07/06/2017 18:10
LAROMA24.IT (Mirko Bussi) – C’è un momento in cui a tutti è concesso di scrivere il proprio futuro a piacimento. Nel meraviglioso e continuo ciclo del calcio questo cade tra giugno e agosto, quando a muovere le classifiche sono i sogni e non le risultanze del campo. D’estate, per esempio, s’è compiuto il sogno ancestrale, la nascita della Roma, e come per incantesimo ogni intermezzo tra una stagione e l’altra viene accompagnata da nuove e più vivide speranze. A dar corpo ai desideri poi c’è l’arrivo di nuovi giocatori, così chiedendo in giro per Roma cosa accadde oggi di 30 anni fa, difficilmente qualcuno vi racconterà della visita di Reagan nella capitale, oppure delle imminenti elezioni politiche. Perché quel giorno sbarcò Voeller Rudolf da Hanau, la città dei fratelli Grimm (ci risiamo con le favole…).

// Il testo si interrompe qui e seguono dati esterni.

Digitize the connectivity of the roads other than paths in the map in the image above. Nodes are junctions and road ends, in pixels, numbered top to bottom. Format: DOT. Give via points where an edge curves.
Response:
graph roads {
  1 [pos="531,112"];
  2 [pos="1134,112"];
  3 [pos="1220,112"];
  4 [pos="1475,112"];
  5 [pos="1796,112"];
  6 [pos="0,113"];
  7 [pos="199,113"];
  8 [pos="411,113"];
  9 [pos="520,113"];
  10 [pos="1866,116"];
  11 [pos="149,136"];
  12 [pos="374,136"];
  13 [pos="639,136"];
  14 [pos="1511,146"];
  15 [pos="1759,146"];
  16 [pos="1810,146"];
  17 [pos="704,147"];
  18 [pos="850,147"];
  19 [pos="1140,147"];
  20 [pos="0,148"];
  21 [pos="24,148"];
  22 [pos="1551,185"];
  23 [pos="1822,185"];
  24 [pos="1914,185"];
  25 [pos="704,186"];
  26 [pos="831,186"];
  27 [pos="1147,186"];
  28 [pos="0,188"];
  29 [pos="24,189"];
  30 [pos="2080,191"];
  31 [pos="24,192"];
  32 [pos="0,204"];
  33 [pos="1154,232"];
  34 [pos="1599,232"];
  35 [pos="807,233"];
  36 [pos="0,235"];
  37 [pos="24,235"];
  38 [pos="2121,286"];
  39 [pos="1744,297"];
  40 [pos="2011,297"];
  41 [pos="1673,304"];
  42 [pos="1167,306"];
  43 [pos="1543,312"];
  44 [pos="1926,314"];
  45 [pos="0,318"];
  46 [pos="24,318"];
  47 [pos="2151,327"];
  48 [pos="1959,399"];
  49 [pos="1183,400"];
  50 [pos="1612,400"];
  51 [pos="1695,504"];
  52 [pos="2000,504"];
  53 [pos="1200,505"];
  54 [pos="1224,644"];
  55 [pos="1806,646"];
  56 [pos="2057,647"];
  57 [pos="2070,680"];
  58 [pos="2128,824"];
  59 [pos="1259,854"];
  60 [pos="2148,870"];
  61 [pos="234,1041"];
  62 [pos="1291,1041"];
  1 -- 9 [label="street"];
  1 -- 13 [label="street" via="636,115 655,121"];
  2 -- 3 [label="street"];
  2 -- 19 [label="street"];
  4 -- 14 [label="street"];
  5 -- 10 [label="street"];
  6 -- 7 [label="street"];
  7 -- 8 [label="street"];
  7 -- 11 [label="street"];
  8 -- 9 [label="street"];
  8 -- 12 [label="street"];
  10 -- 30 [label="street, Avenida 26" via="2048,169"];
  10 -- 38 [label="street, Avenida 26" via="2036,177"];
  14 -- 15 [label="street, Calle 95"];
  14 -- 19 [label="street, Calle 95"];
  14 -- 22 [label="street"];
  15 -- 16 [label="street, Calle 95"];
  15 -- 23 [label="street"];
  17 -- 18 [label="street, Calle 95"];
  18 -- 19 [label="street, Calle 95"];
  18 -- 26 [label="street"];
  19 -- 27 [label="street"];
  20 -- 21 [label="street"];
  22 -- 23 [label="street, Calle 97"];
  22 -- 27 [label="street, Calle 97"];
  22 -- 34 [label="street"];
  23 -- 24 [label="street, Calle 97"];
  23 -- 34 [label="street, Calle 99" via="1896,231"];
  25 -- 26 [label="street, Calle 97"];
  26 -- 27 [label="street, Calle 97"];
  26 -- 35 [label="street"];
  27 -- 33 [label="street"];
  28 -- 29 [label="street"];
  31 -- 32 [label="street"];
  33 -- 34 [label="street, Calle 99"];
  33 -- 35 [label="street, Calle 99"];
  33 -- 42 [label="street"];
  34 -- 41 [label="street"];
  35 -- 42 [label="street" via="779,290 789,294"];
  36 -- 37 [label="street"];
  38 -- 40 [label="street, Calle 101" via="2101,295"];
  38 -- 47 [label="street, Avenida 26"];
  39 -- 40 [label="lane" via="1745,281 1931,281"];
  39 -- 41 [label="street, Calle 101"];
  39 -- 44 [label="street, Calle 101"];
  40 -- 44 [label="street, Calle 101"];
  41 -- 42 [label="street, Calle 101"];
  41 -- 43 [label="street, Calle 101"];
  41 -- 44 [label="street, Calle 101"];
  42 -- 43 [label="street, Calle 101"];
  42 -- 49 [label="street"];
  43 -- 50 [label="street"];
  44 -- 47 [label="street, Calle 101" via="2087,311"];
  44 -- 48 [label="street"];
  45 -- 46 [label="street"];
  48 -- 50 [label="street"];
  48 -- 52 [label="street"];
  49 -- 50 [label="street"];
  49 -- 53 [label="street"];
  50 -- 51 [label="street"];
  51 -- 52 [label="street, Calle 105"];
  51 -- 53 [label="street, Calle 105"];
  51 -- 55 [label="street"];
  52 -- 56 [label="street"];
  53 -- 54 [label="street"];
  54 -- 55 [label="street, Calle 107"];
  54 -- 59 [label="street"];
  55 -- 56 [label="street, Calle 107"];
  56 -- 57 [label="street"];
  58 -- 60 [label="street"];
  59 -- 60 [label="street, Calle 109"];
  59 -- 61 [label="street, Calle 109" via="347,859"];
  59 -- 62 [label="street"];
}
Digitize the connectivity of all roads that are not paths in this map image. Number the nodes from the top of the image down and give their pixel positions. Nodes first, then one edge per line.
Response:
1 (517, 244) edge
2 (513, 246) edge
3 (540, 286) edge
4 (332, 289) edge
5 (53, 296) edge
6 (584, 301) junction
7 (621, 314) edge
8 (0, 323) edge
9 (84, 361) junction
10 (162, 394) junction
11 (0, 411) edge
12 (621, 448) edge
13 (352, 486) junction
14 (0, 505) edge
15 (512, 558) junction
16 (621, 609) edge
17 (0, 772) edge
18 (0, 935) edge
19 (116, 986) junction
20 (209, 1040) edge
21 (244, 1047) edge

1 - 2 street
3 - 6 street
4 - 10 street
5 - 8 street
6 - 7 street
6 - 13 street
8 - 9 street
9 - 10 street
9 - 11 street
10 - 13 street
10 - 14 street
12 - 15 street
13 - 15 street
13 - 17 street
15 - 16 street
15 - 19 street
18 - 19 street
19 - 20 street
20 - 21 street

Pochi ne conoscevano effettivamente le movenze in tempi in cui la Bundesliga era difficilmente accessibile ma i racconti dei 22 gol nell’anno precedente erano sufficienti ad incendiare ogni speranza accesa e radunarsi in centinaia per accoglierlo all’aeroporto. Eccolo: capello da “Zia Kathy”, come lo aveva ribattezzato Thomas Berthold per quella acconciatura più consona alle signore di Francoforte, baffo in linea con le tendenze del tempo, fisico asciutto che gli aveva procurato il soprannome di “grissino” in Germania. Sarebbe dovuto essere il colpo per Eriksson, fu, in sostanza, il regalo posticipato per Liedholm che già al Milan ne domandò l’acquisto. A curare la parte finale della trattativa Ettore Viola, per conto del Presidente Dino che per accogliere Voeller aveva sfilato la casacca dello straniero (all’epoca limitati) dal danese Berggreen, accusato in un comunicato ufficiale di “quella mancanza di affiatamento nel collettivo della squadra che tanti guasti ha procurato nella stagione”. 30 anni fa, sì, i giocatori venivano ancora presi per il bavero dai papà presidenti.
Alla fine, Berggreen andò al Torino per l’ultima tappa italiana e Voeller scoprì l’altra faccia di Roma, che dimenticò in fretta l’innamoramento estivo per gridare al ladro pochi mesi dopo quando per contare i gol del tedesco bastava meno di una mano, 3 dita esattamente. L’infortunio non bastò a salvarlo dal fuoco delle critiche e così l’ex Werder Brema era pronto a fare marcia indietro. “Sono tedesco e vorrei sempre dare il massimo, vi capisco se non siete soddisfatti e non voglio togliere il posto a un altro straniero” il discorso al Presidente Viola che, per conto suo, gli rinfilò la maglia giallorossa con queste parole: “No, lei rimane, ho sempre creduto nelle sue capacità”. Credeva bene: Voeller aprì le ali e toccò le 15 reti stagionali l’anno seguente, 16 nel successivo e 25 nel 1990/91 quando guidò la Roma alla conquista della Coppa Italia e della finale di Coppa Uefa. Era ormai il tedesco volante, centravanti post-moderno che aveva nella finalizzazione uno dei suoi accessori, unita però ad una mobilità e presenza all’interno del contesto di squadra quasi sconosciuta per l’epoca. A tratti, anzi, Voeller finì per essere la squadra. Tanto che, alcuni, raccontano di azioni in cui recuperasse in prima persona il pallone, per poi lanciarselo in fascia dove lui stesso si occupava del cross prima di spostarsi rapidamente al centro dell’area per colpirlo di testa. “…La curva s’innamora” al punto che nei Mondiali del 1990 che consegneranno il titolo alla sua Germania, Rudi è uno di casa con la spinta del tifo romanista.
Saluterà dopo 68 gol in 198 partite, un dato che lo mette solo dietro a Balbo tra gli stranieri con più reti nella Roma, per trasferirsi al Marsiglia dove alzerà la Coppa dei Campioni oltre al campionato francese. Prima di finire nella “Hall of fame” del club s’era già assicurato un posto in quella dei tifosi romanisti, che non hanno scalfito il ricordo mitologico del tedesco volante nemmeno dopo la fallimentare parentesi da allenatore nel 2004, quando venne “per aiutare degli amici”, come spiegò all’arrivo. Tornò, ma da avversario col Leverkusen, nel novembre del 2015, 28 anni dopo, a 10377 giorni dal suo primo sbarco nella capitale. Anche quel giorno, nonostante i cambi generazionali, s’alzò perentorio il coro “Vola, sotto la Curva vola, la Curva s’innamora, tedesco vola…”. Ma com’è possibile? Risponde direttamente Rudi Voeller: “Roma non cambia mai, era così anche nel 1987, quasi trent’anni fa (nel 2015, ndr): vive con il grande cuore dei tifosi”.